Балкон… дверь, осторожнее…
На улице – темно, как в торпедном отсеке подлодки, над Римом в небесной выси, в ножевой ране в облачном покрове, горит какая-то звезда, улица – как темный провал преисподней под ногами. В воздухе разлит озон, но грозы нет, только громыхает изредка. Осторожнее… соседний балкон совсем рядом. Дверь не забыть закрыть… нельзя, чтобы они поняли, куда я ушел, сразу, мне надо минуту, не больше. Только бы шум не подняли, только бы…
Дверь на соседний балкон была закрыта, я ударил по стеклу форточки, умудрился не порезаться, стекло тренькнуло. Сунул руку в щерящуюся острыми осколками дыру, повернул старинную защелку…
Стекло. Осколок стекла можно использовать как нож, можно – как метательное оружие. Те, кто пришел за мной, вероятно, даже не представляют, с кем они связались. Нас учили выживать в глубоком тылу, подрывать, убивать, используя то, что есть на каждой улице, в каждом хозяйственном магазине.

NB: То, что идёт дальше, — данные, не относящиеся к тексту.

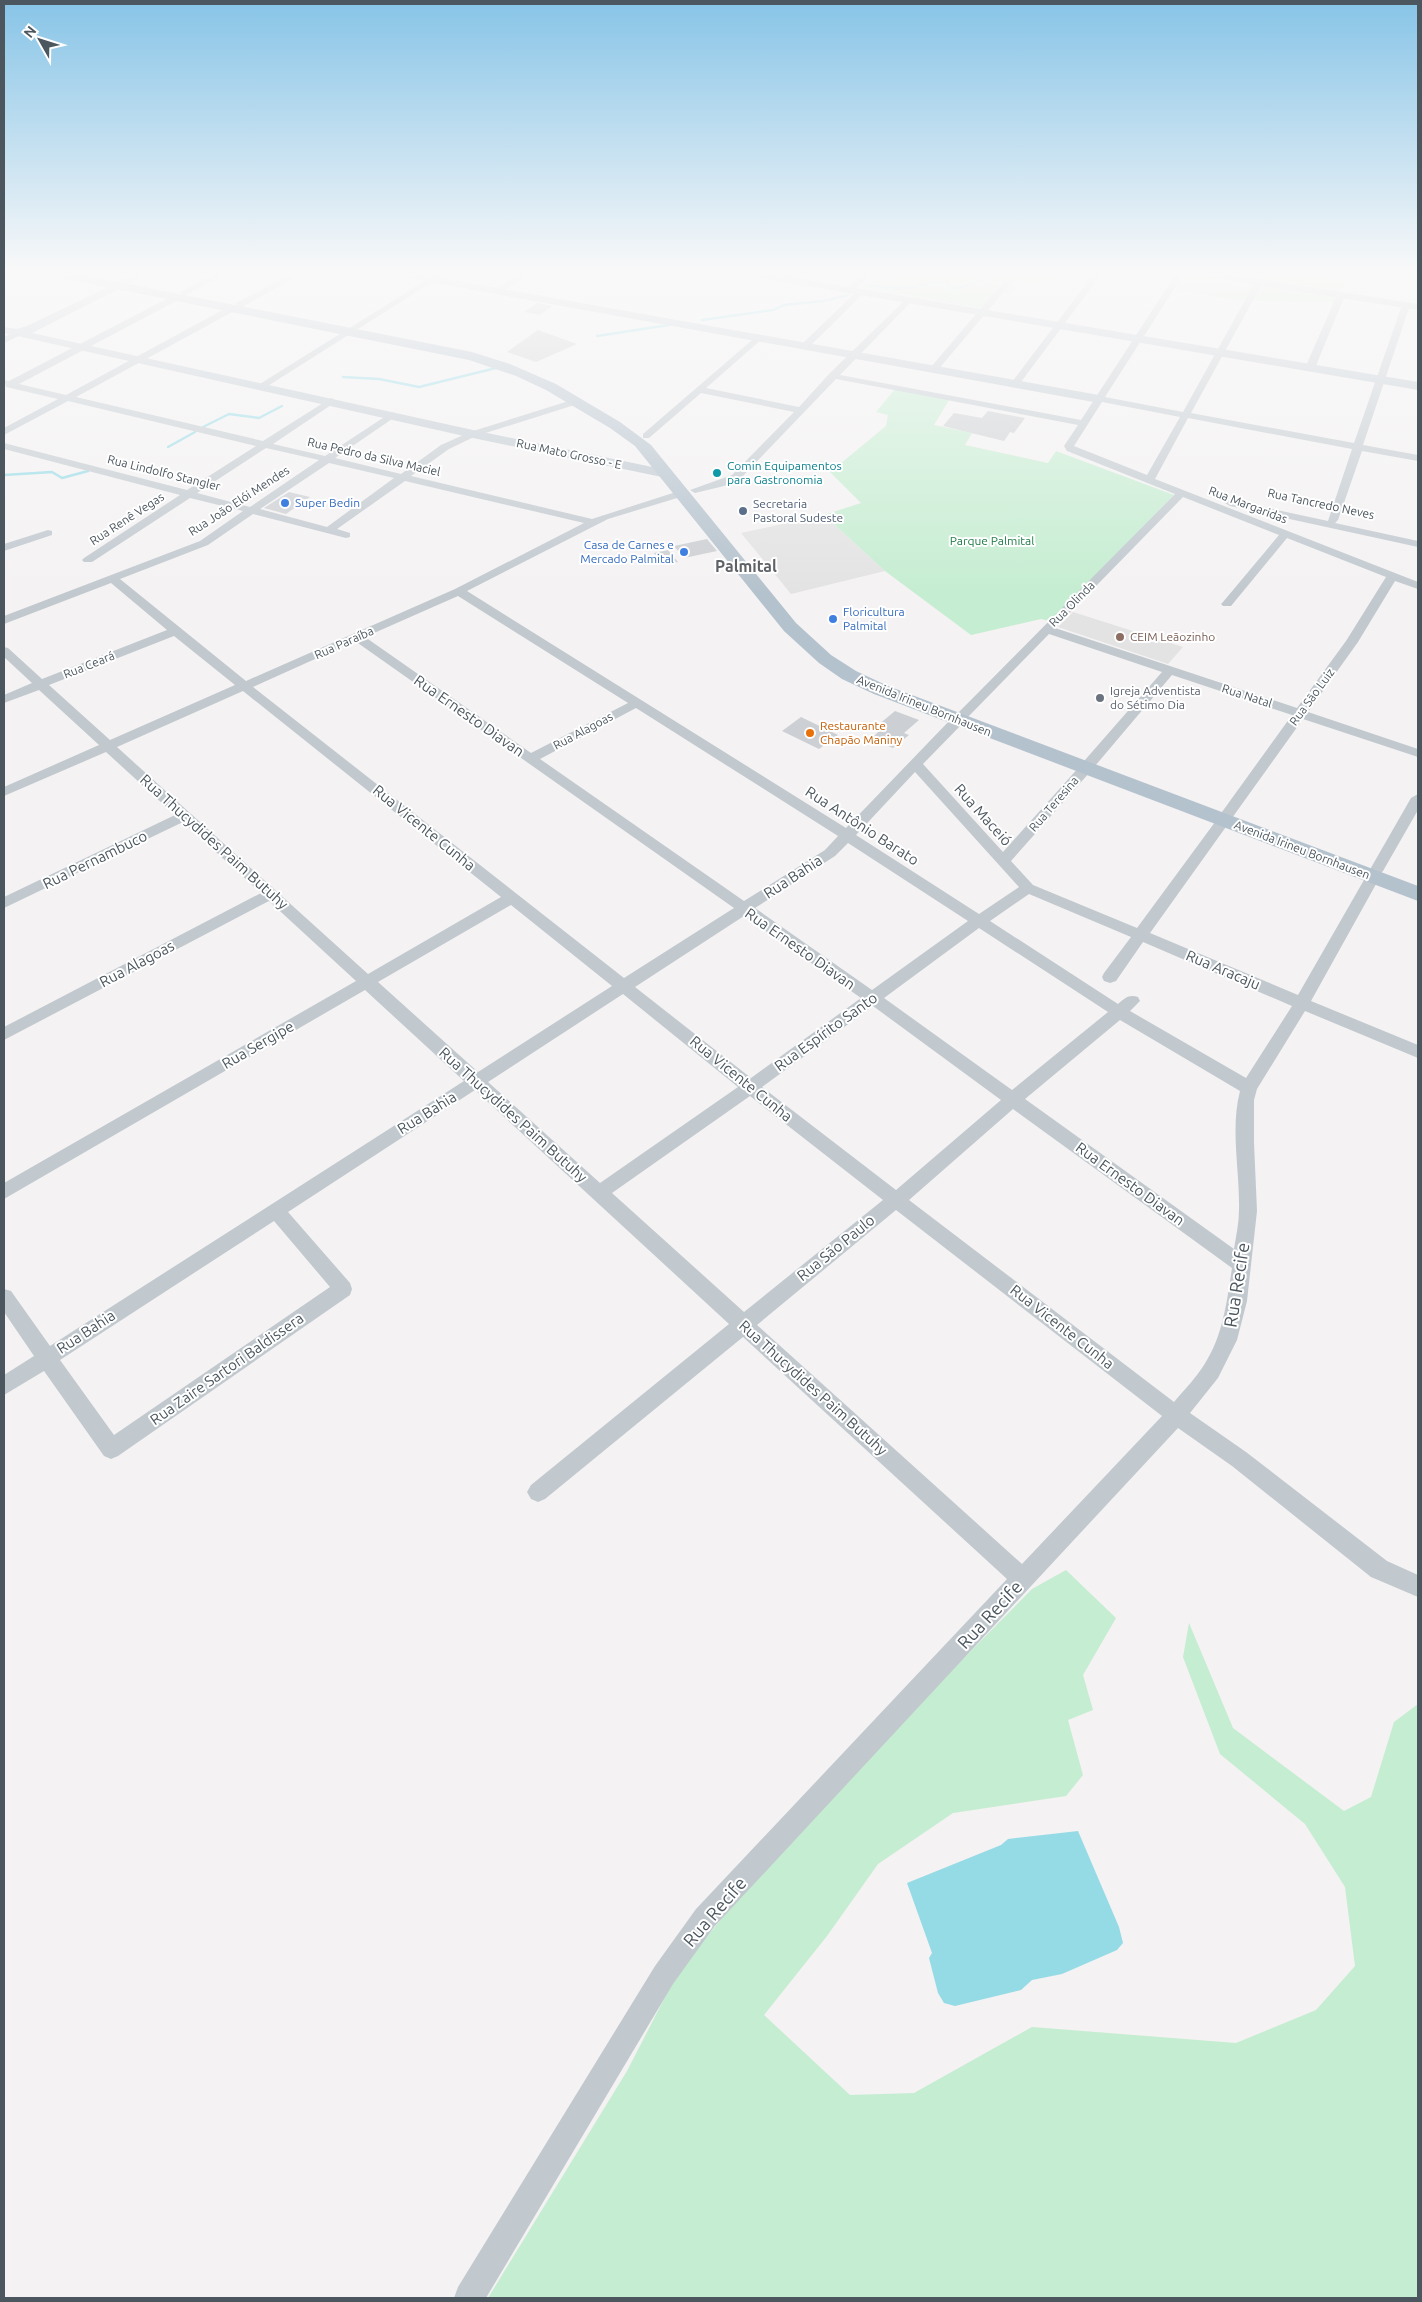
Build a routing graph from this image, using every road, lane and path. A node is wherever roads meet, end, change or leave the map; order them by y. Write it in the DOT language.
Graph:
graph roads {
  1 [pos="101,379"];
  2 [pos="225,379"];
  3 [pos="272,379"];
  4 [pos="539,379"];
  5 [pos="712,379"];
  6 [pos="829,379"];
  7 [pos="850,379"];
  8 [pos="991,379"];
  9 [pos="1019,379"];
  10 [pos="1112,379"];
  11 [pos="1205,379"];
  12 [pos="1378,379"];
  13 [pos="1381,380"];
  14 [pos="6,384"];
  15 [pos="1016,384"];
  16 [pos="1418,386"];
  17 [pos="260,387"];
  18 [pos="700,390"];
  19 [pos="66,398"];
  20 [pos="582,400"];
  21 [pos="1099,400"];
  22 [pos="331,401"];
  23 [pos="799,410"];
  24 [pos="392,415"];
  25 [pos="1186,415"];
  26 [pos="1084,423"];
  27 [pos="4,432"];
  28 [pos="473,434"];
  29 [pos="646,436"];
  30 [pos="265,444"];
  31 [pos="4,446"];
  32 [pos="1358,446"];
  33 [pos="1418,458"];
  34 [pos="328,459"];
  35 [pos="673,473"];
  36 [pos="404,477"];
  37 [pos="1149,481"];
  38 [pos="689,492"];
  39 [pos="190,493"];
  40 [pos="1181,493"];
  41 [pos="1228,508"];
  42 [pos="254,510"];
  43 [pos="1333,520"];
  44 [pos="592,522"];
  45 [pos="329,530"];
  46 [pos="48,533"];
  47 [pos="1285,534"];
  48 [pos="346,535"];
  49 [pos="1418,538"];
  50 [pos="1418,544"];
  51 [pos="4,548"];
  52 [pos="88,560"];
  53 [pos="1392,576"];
  54 [pos="112,578"];
  55 [pos="1418,586"];
  56 [pos="458,591"];
  57 [pos="1227,604"];
  58 [pos="4,620"];
  59 [pos="1047,629"];
  60 [pos="175,631"];
  61 [pos="357,637"];
  62 [pos="4,651"];
  63 [pos="1170,670"];
  64 [pos="40,684"];
  65 [pos="245,686"];
  66 [pos="4,699"];
  67 [pos="637,703"];
  68 [pos="1300,714"];
  69 [pos="960,717"];
  70 [pos="108,746"];
  71 [pos="1418,754"];
  72 [pos="530,759"];
  73 [pos="915,764"];
  74 [pos="1088,766"];
  75 [pos="4,792"];
  76 [pos="1418,798"];
  77 [pos="185,816"];
  78 [pos="1225,818"];
  79 [pos="846,835"];
  80 [pos="1003,861"];
  81 [pos="1374,874"];
  82 [pos="1028,888"];
  83 [pos="1418,888"];
  84 [pos="271,894"];
  85 [pos="1418,894"];
  86 [pos="511,898"];
  87 [pos="4,903"];
  88 [pos="743,910"];
  89 [pos="979,921"];
  90 [pos="1140,935"];
  91 [pos="1110,977"];
  92 [pos="367,982"];
  93 [pos="624,987"];
  94 [pos="872,998"];
  95 [pos="1302,1003"];
  96 [pos="1125,1006"];
  97 [pos="4,1034"];
  98 [pos="1418,1052"];
  99 [pos="476,1082"];
  100 [pos="752,1086"];
  101 [pos="1249,1088"];
  102 [pos="1013,1099"];
  103 [pos="4,1192"];
  104 [pos="599,1193"];
  105 [pos="896,1200"];
  106 [pos="275,1210"];
  107 [pos="1241,1264"];
  108 [pos="4,1298"];
  109 [pos="742,1324"];
  110 [pos="46,1358"];
  111 [pos="4,1386"];
  112 [pos="1176,1415"];
  113 [pos="538,1492"];
  114 [pos="1023,1580"];
  115 [pos="1418,1586"];
  116 [pos="470,2298"];
  1 -- 19 [label="street"];
  2 -- 17 [label="street, Rua Mato Grosso - E"];
  3 -- 17 [label="street"];
  4 -- 20 [label="main road, Avenida Irineu Bornhausen"];
  5 -- 18 [label="street"];
  6 -- 23 [label="street, Rua Paraíba"];
  7 -- 26 [label="street"];
  8 -- 15 [label="street"];
  9 -- 15 [label="street"];
  10 -- 21 [label="street"];
  11 -- 25 [label="street"];
  12 -- 13 [label="street"];
  13 -- 16 [label="street"];
  13 -- 32 [label="street"];
  14 -- 19 [label="street, Rua Pedro da Silva Maciel"];
  15 -- 21 [label="street"];
  17 -- 22 [label="street, Rua Mato Grosso - E"];
  18 -- 23 [label="street"];
  18 -- 29 [label="street"];
  19 -- 27 [label="street"];
  19 -- 30 [label="street, Rua Pedro da Silva Maciel"];
  20 -- 28 [label="street"];
  20 -- 29 [label="main road, Avenida Irineu Bornhausen"];
  20 -- 35 [label="main road, Avenida Irineu Bornhausen"];
  21 -- 25 [label="street"];
  21 -- 26 [label="street"];
  22 -- 24 [label="street, Rua Mato Grosso - E"];
  22 -- 30 [label="street, Rua Renê Vegas"];
  23 -- 38 [label="street, Rua Paraíba"];
  24 -- 28 [label="street, Rua Mato Grosso - E"];
  24 -- 34 [label="street, Rua João Elói Mendes"];
  25 -- 32 [label="street"];
  25 -- 37 [label="street"];
  26 -- 37 [label="street"];
  28 -- 35 [label="street, Rua Mato Grosso - E"];
  28 -- 36 [label="street"];
  29 -- 35 [label="main road, Avenida Irineu Bornhausen"];
  30 -- 34 [label="street, Rua Pedro da Silva Maciel"];
  30 -- 39 [label="street, Rua Renê Vegas"];
  31 -- 39 [label="street, Rua Lindolfo Stangler"];
  32 -- 33 [label="street"];
  32 -- 43 [label="street"];
  34 -- 36 [label="street, Rua Pedro da Silva Maciel"];
  34 -- 42 [label="street, Rua João Elói Mendes"];
  35 -- 38 [label="main road, Avenida Irineu Bornhausen"];
  36 -- 44 [label="street, Rua Pedro da Silva Maciel"];
  36 -- 45 [label="street"];
  37 -- 40 [label="street"];
  38 -- 44 [label="street, Rua Paraíba"];
  38 -- 69 [label="main road, Avenida Irineu Bornhausen"];
  39 -- 42 [label="street, Rua Lindolfo Stangler"];
  39 -- 52 [label="street, Rua Renê Vegas"];
  40 -- 41 [label="street, Rua Tancredo Neves"];
  40 -- 43 [label="street, Rua Tancredo Neves"];
  40 -- 59 [label="street, Rua Olinda"];
  41 -- 47 [label="street, Rua Margaridas"];
  41 -- 50 [label="street, Rua Tancredo Neves"];
  42 -- 45 [label="street, Rua Lindolfo Stangler"];
  42 -- 54 [label="street, Rua João Elói Mendes"];
  43 -- 49 [label="street, Rua Tancredo Neves"];
  44 -- 56 [label="street, Rua Paraíba"];
  45 -- 48 [label="street, Rua Lindolfo Stangler"];
  46 -- 51 [label="street"];
  47 -- 53 [label="street, Rua Margaridas"];
  47 -- 57 [label="street"];
  53 -- 55 [label="street, Rua Margaridas"];
  53 -- 68 [label="street, Rua São Luiz"];
  54 -- 58 [label="street, Rua João Elói Mendes"];
  54 -- 60 [label="street, Rua Vicente Cunha"];
  56 -- 61 [label="street, Rua Paraíba"];
  56 -- 67 [label="street, Rua Antônio Barato"];
  59 -- 63 [label="street, Rua Natal"];
  59 -- 69 [label="street, Rua Olinda"];
  60 -- 64 [label="street, Rua Ceará"];
  60 -- 65 [label="street, Rua Vicente Cunha"];
  61 -- 65 [label="street, Rua Paraíba"];
  61 -- 72 [label="street, Rua Ernesto Diavan"];
  62 -- 64 [label="street, Rua Thucydides Paim Butuhy"];
  63 -- 68 [label="street, Rua Natal"];
  63 -- 74 [label="street, Rua Teresina"];
  64 -- 66 [label="street, Rua Ceará"];
  64 -- 70 [label="street, Rua Thucydides Paim Butuhy"];
  65 -- 70 [label="street, Rua Paraíba"];
  65 -- 86 [label="street, Rua Vicente Cunha"];
  67 -- 72 [label="street, Rua Alagoas"];
  67 -- 79 [label="street, Rua Antônio Barato"];
  68 -- 71 [label="street, Rua Natal"];
  68 -- 78 [label="street, Rua São Luiz"];
  69 -- 73 [label="street, Rua Olinda"];
  69 -- 74 [label="main road, Avenida Irineu Bornhausen"];
  70 -- 75 [label="street, Rua Paraíba"];
  70 -- 77 [label="street, Rua Thucydides Paim Butuhy"];
  72 -- 88 [label="street, Rua Ernesto Diavan"];
  73 -- 79 [label="street, Rua Olinda"];
  73 -- 80 [label="street, Rua Maceió"];
  74 -- 78 [label="main road, Avenida Irineu Bornhausen"];
  74 -- 80 [label="street, Rua Teresina"];
  76 -- 81 [label="street, Rua Recife"];
  77 -- 84 [label="street, Rua Thucydides Paim Butuhy"];
  77 -- 87 [label="street, Rua Pernambuco"];
  78 -- 81 [label="main road, Avenida Irineu Bornhausen"];
  78 -- 90 [label="street, Rua São Luiz"];
  79 -- 88 [label="street, Rua Bahia"];
  79 -- 89 [label="street, Rua Antônio Barato"];
  80 -- 82 [label="street, Rua Maceió"];
  81 -- 83 [label="main road, Avenida Irineu Bornhausen"];
  81 -- 85 [label="main road, Avenida Irineu Bornhausen"];
  81 -- 95 [label="street, Rua Recife"];
  82 -- 89 [label="street, Rua Espírito Santo"];
  82 -- 90 [label="street, Rua Aracaju"];
  84 -- 92 [label="street, Rua Thucydides Paim Butuhy"];
  84 -- 97 [label="street, Rua Alagoas"];
  86 -- 92 [label="street, Rua Sergipe"];
  86 -- 93 [label="street, Rua Vicente Cunha"];
  88 -- 93 [label="street, Rua Bahia"];
  88 -- 94 [label="street, Rua Ernesto Diavan"];
  89 -- 94 [label="street, Rua Espírito Santo"];
  89 -- 96 [label="street, Rua Antônio Barato"];
  90 -- 91 [label="street, Rua São Luiz"];
  90 -- 95 [label="street, Rua Aracaju"];
  92 -- 99 [label="street, Rua Thucydides Paim Butuhy"];
  92 -- 103 [label="street, Rua Sergipe"];
  93 -- 99 [label="street, Rua Bahia"];
  93 -- 100 [label="street, Rua Vicente Cunha"];
  94 -- 100 [label="street, Rua Espírito Santo"];
  94 -- 102 [label="street, Rua Ernesto Diavan"];
  95 -- 98 [label="street, Rua Aracaju"];
  95 -- 101 [label="street, Rua Recife"];
  96 -- 101 [label="street, Rua Antônio Barato"];
  96 -- 102 [label="street, Rua São Paulo"];
  99 -- 104 [label="street, Rua Thucydides Paim Butuhy"];
  99 -- 106 [label="street, Rua Bahia"];
  100 -- 104 [label="street, Rua Espírito Santo"];
  100 -- 105 [label="street, Rua Vicente Cunha"];
  101 -- 107 [label="street, Rua Recife"];
  102 -- 105 [label="street, Rua São Paulo"];
  102 -- 107 [label="street, Rua Ernesto Diavan"];
  104 -- 109 [label="street, Rua Thucydides Paim Butuhy"];
  105 -- 109 [label="street, Rua São Paulo"];
  105 -- 112 [label="street, Rua Vicente Cunha"];
  106 -- 110 [label="street, Rua Bahia"];
  106 -- 110 [label="street, Rua Zaire Sartori Baldissera"];
  107 -- 112 [label="street, Rua Recife"];
  108 -- 110 [label="street"];
  109 -- 113 [label="street, Rua São Paulo"];
  109 -- 114 [label="street, Rua Thucydides Paim Butuhy"];
  110 -- 111 [label="street, Rua Bahia"];
  112 -- 114 [label="street, Rua Recife"];
  112 -- 115 [label="street, Rua Vicente Cunha"];
  114 -- 116 [label="street, Rua Recife"];
}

И хоть с тех пор, когда я проходил эти курсы, минуло два десятка лет, – я ничего не забыл.
В номере никого не было.
Достал осколок, который показался мне подходящим, им же отрезал кусок от простыни, обернул – рукоятка. На один раз хватит, а больше мне и не надо. Так, еще что, еще…
Телефон… подсвечник! Отличный подсвечник, которые здесь в каждом номере – видимо, на тот случай, если выйдет из строя старая электропроводка. Бронзовый, старинный, тяжелый и с отличной развесовкой.
И отлично…
Замок был таким же, как и в моем номере. Снаружи – ключ, изнутри – открывается защелкой, замок английского типа, на пружине, очень ненадежный, – но мне сейчас он как нельзя кстати. Только щелчок при открывании двери… он лишний, он сразу привлечет внимание, но я знаю, что делать.
Прильнул к двери, к замочной скважине – так лучше слышно. Так и есть – шаги по коридору. Два человека… нет, три, одна – женщина, туфли на каблуке. Двое пытаются идти бесшумно – но они не знают, что это такое – идти бесшумно.
– Dove? [64]
Одна рука на собачке замка… ребром, в руке зажат импровизированный нож… только бы не сломать и не порезать. Вторая – сжимает подсвечник.
– Qui il signor polizia, questa stanza… Che cosa? [65]
64
Где?
65
Здесь, синьор полицейский, эта комната… что это? ( итал.)